● Exercise
For the entries that follow, report how many lines include the word "Teuleria" and add nothing.

● Exercise material
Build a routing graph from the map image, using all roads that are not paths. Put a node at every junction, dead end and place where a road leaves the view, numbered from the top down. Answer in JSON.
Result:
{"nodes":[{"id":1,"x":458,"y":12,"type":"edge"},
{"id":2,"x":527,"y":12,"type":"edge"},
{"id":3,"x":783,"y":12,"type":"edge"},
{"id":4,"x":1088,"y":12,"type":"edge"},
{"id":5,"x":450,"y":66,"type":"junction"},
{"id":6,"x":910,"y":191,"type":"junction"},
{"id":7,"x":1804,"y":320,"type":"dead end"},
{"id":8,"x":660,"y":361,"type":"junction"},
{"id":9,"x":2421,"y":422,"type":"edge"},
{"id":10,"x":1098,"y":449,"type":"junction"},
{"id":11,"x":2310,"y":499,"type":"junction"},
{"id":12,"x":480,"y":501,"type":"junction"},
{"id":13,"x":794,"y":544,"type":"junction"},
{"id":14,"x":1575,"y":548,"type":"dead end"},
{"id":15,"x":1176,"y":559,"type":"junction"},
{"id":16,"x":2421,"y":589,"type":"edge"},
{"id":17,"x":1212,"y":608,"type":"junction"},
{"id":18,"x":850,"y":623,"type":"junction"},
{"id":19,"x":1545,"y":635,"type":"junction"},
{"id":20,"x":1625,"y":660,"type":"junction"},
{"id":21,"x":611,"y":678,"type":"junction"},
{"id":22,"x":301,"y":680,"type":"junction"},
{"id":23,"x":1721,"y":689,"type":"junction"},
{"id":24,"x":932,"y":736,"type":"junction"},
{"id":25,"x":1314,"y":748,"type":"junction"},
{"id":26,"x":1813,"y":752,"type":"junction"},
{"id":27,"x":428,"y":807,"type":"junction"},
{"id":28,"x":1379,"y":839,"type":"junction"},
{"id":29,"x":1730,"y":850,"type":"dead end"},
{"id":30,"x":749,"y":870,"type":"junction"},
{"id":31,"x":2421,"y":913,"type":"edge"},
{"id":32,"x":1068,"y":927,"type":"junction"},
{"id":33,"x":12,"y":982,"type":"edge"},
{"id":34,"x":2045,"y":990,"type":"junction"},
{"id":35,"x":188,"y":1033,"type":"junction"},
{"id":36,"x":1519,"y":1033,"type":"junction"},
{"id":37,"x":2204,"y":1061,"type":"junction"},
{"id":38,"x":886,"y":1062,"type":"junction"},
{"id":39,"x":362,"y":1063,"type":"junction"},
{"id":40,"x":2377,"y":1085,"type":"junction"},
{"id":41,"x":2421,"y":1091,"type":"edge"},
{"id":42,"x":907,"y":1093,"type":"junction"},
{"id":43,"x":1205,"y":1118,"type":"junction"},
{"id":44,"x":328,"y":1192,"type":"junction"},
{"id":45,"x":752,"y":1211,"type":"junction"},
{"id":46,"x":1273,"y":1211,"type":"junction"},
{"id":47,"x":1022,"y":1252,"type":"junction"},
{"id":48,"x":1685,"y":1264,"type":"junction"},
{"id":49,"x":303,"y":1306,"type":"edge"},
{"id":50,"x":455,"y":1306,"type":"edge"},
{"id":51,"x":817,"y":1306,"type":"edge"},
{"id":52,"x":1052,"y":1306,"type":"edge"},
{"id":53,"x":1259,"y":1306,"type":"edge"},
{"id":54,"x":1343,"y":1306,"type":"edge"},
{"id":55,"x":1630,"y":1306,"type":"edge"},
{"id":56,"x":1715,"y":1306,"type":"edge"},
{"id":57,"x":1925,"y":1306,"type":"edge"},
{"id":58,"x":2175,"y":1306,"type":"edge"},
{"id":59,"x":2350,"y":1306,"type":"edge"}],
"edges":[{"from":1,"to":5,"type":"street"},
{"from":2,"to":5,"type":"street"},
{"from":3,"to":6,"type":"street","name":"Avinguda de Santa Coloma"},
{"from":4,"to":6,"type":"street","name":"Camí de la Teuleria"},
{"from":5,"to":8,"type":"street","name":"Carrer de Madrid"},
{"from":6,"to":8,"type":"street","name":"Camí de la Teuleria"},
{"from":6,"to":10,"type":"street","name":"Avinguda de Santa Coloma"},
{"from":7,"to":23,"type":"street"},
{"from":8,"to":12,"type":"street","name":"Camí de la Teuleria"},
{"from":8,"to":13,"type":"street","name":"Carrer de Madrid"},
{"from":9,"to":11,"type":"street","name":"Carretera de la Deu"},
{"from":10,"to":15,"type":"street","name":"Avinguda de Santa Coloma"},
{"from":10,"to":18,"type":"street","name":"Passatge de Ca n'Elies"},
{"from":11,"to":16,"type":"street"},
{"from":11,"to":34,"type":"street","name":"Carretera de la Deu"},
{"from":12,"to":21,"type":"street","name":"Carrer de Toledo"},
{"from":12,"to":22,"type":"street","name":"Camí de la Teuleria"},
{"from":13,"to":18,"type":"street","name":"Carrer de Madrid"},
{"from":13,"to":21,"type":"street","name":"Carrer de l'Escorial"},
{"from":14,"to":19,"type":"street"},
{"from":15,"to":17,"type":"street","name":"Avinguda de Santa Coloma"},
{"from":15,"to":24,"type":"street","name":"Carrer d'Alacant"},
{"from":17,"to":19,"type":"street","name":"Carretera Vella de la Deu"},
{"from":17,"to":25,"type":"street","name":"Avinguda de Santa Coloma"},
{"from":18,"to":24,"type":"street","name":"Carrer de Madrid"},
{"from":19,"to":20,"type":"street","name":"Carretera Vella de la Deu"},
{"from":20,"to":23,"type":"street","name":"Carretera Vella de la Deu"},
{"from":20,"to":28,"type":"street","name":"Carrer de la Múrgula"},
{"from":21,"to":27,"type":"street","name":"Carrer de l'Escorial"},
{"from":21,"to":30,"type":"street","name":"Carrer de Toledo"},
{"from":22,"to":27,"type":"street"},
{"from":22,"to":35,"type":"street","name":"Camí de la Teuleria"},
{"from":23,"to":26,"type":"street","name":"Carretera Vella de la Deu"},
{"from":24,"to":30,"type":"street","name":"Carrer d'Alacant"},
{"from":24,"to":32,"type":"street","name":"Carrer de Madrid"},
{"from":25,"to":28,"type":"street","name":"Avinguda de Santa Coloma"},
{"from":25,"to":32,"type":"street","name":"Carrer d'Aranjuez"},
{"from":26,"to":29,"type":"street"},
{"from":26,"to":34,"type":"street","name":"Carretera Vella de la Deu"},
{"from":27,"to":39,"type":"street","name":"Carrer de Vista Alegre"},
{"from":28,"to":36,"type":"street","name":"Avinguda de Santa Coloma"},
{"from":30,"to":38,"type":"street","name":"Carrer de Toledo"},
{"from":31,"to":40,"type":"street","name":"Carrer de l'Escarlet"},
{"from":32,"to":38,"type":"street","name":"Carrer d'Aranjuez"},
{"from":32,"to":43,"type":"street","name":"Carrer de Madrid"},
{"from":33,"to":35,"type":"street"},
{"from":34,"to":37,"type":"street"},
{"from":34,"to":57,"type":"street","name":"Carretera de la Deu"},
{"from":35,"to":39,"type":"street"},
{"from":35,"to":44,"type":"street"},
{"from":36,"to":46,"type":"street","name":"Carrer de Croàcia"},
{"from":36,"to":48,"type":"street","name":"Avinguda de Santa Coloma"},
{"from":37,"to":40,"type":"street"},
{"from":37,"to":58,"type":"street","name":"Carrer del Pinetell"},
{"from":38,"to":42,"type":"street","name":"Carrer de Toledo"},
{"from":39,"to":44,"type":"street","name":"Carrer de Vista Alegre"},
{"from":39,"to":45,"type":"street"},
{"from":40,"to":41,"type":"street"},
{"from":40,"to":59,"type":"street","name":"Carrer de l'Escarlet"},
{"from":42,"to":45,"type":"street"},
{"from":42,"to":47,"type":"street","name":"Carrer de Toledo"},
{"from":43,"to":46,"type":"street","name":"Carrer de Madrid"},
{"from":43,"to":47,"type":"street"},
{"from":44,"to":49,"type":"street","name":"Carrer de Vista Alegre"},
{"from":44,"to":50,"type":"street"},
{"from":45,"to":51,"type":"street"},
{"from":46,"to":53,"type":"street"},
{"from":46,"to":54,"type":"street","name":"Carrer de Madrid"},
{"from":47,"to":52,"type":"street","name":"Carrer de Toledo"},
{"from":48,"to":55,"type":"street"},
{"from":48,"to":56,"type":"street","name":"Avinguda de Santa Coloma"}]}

● Solution to the exercise
5